The hundreds of genes, long non-coding RNAs (lncRNAs), and microRNAs (miRs) involved in various signaling pathways, molecular functions, and biological processes have been identified through applying the gene microarray and next-generation RNA sequencing (RNA-seq) which are high-throughput platforms for analyzing gene expression12,13. Somatic mutations cause a series of downstream, secondary alterations in the transcriptome, leading to the large-scale disturbances of transcriptional profiles in most cancers14,15. For instance, microarray analysis of CRCs with KRAS and EGFR mutations, demonstrated that mutation status leads to the dysregulated transcriptional landscape of the cells16. Further, the assessment of differential gene expression signatures revealed an alteration in the signaling pathways such as Wnt, NF-kappa B, and the TGF-beta, and metabolic ones, along with changing the KRAS-related signaling pathways, between CRCs with and without KRAS mutations17,18. LncRNAs and miRs, as new and fundamental transcriptional and post-transcriptional regulators with a pivotal role in tumorigenesis and malignant tumor metastasis, have been studied widely19,20. Furthermore, the contribution of 282 lncRNAs to CRC heterogeneity has been recognized by monitoring the expression of 4898 lncRNA genes across 566 CRC samples14. Some researchers analyzed differential miR expression in colorectal tumors with KRAS and BRAF mutations15,21. Activating mutations in KRAS changes the transcriptional profiles of CRC cells significantly.
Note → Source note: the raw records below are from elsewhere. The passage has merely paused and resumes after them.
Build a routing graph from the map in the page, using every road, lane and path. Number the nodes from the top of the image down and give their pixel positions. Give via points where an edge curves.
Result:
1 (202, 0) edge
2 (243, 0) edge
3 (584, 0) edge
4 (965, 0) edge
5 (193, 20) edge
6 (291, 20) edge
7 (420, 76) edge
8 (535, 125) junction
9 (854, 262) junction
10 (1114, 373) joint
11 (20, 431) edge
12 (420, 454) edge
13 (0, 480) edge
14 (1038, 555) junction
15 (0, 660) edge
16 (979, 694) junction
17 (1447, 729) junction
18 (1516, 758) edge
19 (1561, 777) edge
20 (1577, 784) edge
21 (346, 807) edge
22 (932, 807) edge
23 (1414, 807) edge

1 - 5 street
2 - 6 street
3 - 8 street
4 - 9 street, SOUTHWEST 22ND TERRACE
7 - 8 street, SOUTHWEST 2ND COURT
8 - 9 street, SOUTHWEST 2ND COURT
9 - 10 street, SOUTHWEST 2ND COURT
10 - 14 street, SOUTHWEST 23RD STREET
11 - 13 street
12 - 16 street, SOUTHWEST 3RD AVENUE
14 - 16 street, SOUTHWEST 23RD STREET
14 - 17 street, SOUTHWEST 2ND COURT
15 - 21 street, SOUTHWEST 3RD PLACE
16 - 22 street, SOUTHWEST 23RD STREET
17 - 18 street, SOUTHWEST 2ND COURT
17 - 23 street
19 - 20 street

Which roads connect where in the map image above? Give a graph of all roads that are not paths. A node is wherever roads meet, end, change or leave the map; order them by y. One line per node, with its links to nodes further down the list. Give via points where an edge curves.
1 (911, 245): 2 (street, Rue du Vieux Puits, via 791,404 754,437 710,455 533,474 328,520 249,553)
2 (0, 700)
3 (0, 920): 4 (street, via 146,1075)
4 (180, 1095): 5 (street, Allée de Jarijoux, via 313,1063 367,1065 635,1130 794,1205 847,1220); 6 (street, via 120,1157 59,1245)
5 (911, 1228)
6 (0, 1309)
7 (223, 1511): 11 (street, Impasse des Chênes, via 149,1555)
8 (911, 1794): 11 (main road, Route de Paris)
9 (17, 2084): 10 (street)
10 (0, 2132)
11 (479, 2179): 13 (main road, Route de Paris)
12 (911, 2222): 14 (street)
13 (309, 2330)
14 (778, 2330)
Thus, the further characterization of CRC exploring all specific molecular and cellular aberrations, along with KRAS mutation, seems to be critical for detecting specific therapeutic opportunities17.
In the present study, RNA-seq data were downloaded from the Sequence Read Archive database (SRA) to identify the genes and lncRNAs having differential expression between mtKRAS and wtKRAS CRC cell lines. For this purpose, gene ontology (GO), pathway enrichment, and protein–protein interaction (PPI) analyses, as well as evaluating the interaction between co-expressed DEGs and differentially-expressed lncRNAs (DElncRNAs) were conducted. Additionally, the survival analyses of hub genes and transcription factors (TFs) were performed to estimate their prognostic performance as potential biomarkers in CRC patients. The results of qPCR confirmed the outputs of the bioinformatics analysis. In this regard, the expression pattern of the hub DEGs including PPARG, PTGS2, and PTPRC in mtKRAS cells compared to the wtKRAS sample, showed the overexpression of PPARG and PTGS2 and the downregulation of PTPRC both in qPCR and RNA-seq results. The pivotal hub genes (mainly PPARG, PTGS2, PTPRC, CDKN2A, and PRKACB) and lncRNAs (e.g., OGFRL1, DGCR5, and LINC01842) have been previously reported to have critical roles in the tumorigenesis of many cancers harboring KRAS mutation. Finally, the results provide novel insights into the potential biomarkers for KRAS mutant CRC, which may contribute to a better understanding of the molecular and cellular mechanisms mediating the KRAS mutation-induced malignant transformation.
Results
Identification of differentially expressed genes and non-coding RNAs
In this study, a multi-step strategy was developed to identify DEGs and differentially-expressed non-coding RNAs (DEncRNAs) (Fig. 1), allowing to distinguish the mechanisms involved in the KRAS mutation-induced malignancy by using publicly available datasets. In this regard, significant DEGs were first recognized by comparing the gene expression profiles between mtKRAS (HCT-116 and LoVo) and wtKRAS CRC cells (SW48). A total of 1979 and 1984 genes reached the criteria of 1.5-fold changes and adjusted p-value < 0.05 in HCT-116 versus SW48 and LoVo versus SW48, respectively (Supplementary Datas 1 and 2). Based on the results, 600 DEGs consisting of 492 coding and 108 non-coding (including 88 lncRNAS and miR-23b) Ensembl gene IDs were overlapped between the two comparisons. The identified DEGs with 423 up- and 149 downregulated gene IDs, in mtKRAS samples compared to wtKRAS, could be assigned to a KRAS-dependent gene expression signature (Supplementary Data 3). The cluster analysis of 600 DEGs revealed the significant differences between the wtKRAS and mtKRAS CRC cell lines (Fig. 2). Principle component analysis (PCA)-based multidimensional scaling visualization, linearly separated CRCs with and without KRAS mutation, on the basis of the gene expression data (Supplementary Data 4).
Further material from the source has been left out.